Work instruction: Please count the lines in the data below that mention the word "screen", then give only the total.
···
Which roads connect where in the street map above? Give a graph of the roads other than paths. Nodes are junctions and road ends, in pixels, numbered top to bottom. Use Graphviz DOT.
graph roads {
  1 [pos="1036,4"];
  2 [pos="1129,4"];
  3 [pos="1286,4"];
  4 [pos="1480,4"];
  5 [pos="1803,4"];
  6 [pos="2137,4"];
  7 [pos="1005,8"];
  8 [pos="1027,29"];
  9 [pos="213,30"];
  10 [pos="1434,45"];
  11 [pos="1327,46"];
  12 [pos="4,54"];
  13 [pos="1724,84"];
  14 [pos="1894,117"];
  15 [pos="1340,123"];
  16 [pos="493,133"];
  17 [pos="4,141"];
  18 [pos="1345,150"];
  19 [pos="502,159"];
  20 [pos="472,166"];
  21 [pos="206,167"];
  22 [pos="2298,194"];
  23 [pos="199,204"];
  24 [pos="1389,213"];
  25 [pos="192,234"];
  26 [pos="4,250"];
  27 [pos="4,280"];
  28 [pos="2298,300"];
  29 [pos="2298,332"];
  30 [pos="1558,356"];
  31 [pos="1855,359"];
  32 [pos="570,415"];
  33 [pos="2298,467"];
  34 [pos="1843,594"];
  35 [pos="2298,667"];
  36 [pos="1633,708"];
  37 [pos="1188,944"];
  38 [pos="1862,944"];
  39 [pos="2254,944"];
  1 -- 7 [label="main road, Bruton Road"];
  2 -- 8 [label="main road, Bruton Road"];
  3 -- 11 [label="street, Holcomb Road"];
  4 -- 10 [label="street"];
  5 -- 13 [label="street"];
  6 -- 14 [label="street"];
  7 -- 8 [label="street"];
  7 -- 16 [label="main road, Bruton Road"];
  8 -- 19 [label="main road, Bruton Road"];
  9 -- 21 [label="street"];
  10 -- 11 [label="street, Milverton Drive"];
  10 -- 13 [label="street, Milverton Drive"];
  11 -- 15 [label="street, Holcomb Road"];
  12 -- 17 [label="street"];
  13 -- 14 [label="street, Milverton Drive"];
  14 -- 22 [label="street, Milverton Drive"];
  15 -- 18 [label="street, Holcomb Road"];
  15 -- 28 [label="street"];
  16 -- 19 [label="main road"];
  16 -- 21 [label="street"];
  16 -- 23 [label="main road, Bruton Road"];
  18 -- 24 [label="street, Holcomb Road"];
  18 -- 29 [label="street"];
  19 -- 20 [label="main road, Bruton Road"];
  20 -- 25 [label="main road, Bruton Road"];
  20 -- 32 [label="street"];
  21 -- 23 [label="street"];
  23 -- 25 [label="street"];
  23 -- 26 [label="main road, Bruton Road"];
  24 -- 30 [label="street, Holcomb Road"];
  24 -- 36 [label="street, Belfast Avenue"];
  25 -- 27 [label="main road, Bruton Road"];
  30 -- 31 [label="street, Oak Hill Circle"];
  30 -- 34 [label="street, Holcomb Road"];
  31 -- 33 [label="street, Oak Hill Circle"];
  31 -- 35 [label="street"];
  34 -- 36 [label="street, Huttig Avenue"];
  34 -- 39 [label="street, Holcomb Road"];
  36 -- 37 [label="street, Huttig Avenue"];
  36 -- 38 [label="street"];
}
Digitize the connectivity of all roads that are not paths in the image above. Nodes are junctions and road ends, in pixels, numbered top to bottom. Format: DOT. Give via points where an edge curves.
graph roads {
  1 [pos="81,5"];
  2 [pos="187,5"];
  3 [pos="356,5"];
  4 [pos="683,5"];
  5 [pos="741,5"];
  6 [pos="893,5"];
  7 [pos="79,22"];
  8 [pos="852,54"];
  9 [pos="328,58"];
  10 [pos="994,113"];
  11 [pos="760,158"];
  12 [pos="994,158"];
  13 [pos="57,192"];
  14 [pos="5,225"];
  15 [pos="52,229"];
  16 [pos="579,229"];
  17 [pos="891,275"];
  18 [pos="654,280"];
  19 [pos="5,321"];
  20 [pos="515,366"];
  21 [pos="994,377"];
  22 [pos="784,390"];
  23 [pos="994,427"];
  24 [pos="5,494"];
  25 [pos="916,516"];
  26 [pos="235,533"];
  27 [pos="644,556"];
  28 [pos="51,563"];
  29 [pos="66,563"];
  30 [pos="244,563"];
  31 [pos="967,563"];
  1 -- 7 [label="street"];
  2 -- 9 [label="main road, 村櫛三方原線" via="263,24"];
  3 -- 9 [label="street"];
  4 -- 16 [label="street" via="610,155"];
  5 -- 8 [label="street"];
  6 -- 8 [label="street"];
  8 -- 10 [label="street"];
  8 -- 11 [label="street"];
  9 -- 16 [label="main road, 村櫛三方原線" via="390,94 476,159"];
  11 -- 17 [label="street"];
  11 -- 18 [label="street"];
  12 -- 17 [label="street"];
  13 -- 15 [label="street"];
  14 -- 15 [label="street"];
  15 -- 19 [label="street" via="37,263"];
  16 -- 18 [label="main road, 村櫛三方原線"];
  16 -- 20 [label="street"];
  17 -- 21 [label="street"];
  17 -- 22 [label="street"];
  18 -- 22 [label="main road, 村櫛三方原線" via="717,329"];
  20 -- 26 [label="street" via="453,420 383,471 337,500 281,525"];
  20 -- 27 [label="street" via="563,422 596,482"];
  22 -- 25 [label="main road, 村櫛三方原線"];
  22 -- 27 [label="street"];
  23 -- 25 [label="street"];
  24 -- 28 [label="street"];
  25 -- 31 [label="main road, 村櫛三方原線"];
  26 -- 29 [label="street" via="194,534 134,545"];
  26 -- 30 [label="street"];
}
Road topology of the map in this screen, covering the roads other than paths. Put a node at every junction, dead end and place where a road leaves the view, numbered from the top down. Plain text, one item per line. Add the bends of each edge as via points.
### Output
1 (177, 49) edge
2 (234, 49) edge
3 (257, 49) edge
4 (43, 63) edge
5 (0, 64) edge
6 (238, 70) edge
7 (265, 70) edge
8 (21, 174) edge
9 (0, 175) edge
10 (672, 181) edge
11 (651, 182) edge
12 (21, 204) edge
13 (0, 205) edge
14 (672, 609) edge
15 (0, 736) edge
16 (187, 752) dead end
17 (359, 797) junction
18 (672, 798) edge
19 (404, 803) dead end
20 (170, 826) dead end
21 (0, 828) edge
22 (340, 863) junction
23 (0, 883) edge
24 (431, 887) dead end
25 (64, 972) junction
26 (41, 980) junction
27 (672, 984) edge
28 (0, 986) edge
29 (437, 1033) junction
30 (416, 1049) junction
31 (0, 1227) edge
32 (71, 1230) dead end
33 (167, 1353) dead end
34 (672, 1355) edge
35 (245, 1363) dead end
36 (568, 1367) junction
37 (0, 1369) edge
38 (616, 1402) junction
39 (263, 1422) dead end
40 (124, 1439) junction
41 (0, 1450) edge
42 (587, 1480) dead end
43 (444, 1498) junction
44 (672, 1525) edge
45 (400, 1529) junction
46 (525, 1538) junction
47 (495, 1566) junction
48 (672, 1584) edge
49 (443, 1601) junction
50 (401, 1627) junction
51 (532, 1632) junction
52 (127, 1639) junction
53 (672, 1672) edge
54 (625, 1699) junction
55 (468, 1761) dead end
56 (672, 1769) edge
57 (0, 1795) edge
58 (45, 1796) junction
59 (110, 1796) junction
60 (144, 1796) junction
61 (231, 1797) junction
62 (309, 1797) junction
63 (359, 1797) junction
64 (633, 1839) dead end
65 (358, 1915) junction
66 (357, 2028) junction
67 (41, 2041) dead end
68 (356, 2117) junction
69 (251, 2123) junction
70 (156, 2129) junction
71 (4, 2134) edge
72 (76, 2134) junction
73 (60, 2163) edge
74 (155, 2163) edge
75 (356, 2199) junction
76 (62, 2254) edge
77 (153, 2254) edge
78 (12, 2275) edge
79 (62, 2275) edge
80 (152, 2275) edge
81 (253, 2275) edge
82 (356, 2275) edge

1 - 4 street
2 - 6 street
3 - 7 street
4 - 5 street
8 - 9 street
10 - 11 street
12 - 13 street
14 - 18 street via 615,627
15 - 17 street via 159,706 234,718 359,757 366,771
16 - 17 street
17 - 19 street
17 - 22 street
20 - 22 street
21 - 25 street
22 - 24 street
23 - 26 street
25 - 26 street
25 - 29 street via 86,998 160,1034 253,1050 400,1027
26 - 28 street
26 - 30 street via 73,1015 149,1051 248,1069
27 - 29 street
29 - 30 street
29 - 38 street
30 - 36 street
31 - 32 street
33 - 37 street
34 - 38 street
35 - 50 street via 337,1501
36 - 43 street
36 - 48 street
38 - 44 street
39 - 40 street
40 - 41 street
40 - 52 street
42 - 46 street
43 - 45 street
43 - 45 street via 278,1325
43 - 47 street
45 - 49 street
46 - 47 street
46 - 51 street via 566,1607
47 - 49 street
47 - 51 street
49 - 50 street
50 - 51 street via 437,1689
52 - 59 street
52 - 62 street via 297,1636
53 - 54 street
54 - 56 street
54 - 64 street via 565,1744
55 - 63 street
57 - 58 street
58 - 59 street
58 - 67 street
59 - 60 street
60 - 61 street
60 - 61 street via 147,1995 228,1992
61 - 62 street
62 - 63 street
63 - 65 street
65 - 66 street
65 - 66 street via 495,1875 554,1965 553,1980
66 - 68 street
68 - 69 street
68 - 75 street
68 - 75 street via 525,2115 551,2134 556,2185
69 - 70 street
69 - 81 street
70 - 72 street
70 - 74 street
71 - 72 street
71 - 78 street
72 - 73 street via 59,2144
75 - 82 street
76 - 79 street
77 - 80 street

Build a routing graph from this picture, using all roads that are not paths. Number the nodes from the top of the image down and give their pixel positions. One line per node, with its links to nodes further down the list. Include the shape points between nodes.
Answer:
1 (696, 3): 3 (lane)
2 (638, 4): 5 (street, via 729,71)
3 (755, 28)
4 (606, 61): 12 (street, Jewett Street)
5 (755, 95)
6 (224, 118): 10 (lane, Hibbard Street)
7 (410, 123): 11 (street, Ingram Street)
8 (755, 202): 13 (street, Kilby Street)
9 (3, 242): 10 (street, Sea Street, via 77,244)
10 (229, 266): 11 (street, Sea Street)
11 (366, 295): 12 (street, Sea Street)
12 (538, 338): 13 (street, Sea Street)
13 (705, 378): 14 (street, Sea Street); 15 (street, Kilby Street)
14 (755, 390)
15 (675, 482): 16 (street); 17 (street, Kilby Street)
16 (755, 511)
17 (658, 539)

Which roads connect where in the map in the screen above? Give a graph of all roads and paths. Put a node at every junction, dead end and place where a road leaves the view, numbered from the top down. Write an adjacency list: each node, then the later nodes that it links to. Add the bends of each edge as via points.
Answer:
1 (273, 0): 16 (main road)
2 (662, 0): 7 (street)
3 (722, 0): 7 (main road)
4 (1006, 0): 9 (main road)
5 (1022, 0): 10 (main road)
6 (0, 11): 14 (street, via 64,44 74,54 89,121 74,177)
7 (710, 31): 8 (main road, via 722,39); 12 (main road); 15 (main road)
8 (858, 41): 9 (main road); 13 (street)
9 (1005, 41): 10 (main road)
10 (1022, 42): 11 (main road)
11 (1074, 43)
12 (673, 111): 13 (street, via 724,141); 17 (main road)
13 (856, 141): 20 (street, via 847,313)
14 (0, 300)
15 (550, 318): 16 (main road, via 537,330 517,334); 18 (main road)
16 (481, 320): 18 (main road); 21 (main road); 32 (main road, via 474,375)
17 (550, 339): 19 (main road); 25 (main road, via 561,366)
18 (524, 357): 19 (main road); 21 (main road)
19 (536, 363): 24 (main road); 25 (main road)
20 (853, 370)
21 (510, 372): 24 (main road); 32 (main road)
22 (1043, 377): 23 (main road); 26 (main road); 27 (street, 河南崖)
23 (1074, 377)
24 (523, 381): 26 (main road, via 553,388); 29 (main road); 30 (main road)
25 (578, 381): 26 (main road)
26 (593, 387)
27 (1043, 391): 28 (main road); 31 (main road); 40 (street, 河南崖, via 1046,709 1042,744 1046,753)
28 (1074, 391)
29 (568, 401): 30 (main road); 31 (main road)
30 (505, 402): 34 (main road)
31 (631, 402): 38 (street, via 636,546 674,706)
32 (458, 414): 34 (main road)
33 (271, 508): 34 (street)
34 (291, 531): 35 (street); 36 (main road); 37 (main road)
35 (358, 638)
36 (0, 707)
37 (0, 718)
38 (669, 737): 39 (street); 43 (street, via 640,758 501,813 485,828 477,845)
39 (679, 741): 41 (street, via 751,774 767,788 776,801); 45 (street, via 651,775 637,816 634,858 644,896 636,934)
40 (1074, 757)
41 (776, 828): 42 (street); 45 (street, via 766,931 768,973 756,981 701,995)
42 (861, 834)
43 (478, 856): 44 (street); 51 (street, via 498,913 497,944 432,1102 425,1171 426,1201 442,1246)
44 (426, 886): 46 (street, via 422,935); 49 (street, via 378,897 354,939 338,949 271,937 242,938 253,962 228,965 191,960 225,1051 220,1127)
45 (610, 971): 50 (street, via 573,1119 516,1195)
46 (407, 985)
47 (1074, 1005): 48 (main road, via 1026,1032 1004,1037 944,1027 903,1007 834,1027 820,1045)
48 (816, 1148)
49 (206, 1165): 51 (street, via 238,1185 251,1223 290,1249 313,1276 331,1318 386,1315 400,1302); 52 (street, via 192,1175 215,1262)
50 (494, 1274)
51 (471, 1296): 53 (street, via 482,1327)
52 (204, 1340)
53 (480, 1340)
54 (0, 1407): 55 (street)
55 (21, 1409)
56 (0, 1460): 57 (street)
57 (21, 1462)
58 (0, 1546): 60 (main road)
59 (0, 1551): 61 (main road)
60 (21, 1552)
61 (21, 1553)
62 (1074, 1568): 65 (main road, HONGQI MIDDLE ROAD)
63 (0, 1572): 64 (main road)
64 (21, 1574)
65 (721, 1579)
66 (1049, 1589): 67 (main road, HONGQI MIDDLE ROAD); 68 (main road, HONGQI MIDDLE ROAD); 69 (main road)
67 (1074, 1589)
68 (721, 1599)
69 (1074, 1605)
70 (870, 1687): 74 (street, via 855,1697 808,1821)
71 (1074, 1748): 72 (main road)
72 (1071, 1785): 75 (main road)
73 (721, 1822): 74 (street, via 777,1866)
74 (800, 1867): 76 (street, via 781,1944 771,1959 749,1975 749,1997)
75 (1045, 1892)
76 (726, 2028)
···
Response to this task: 2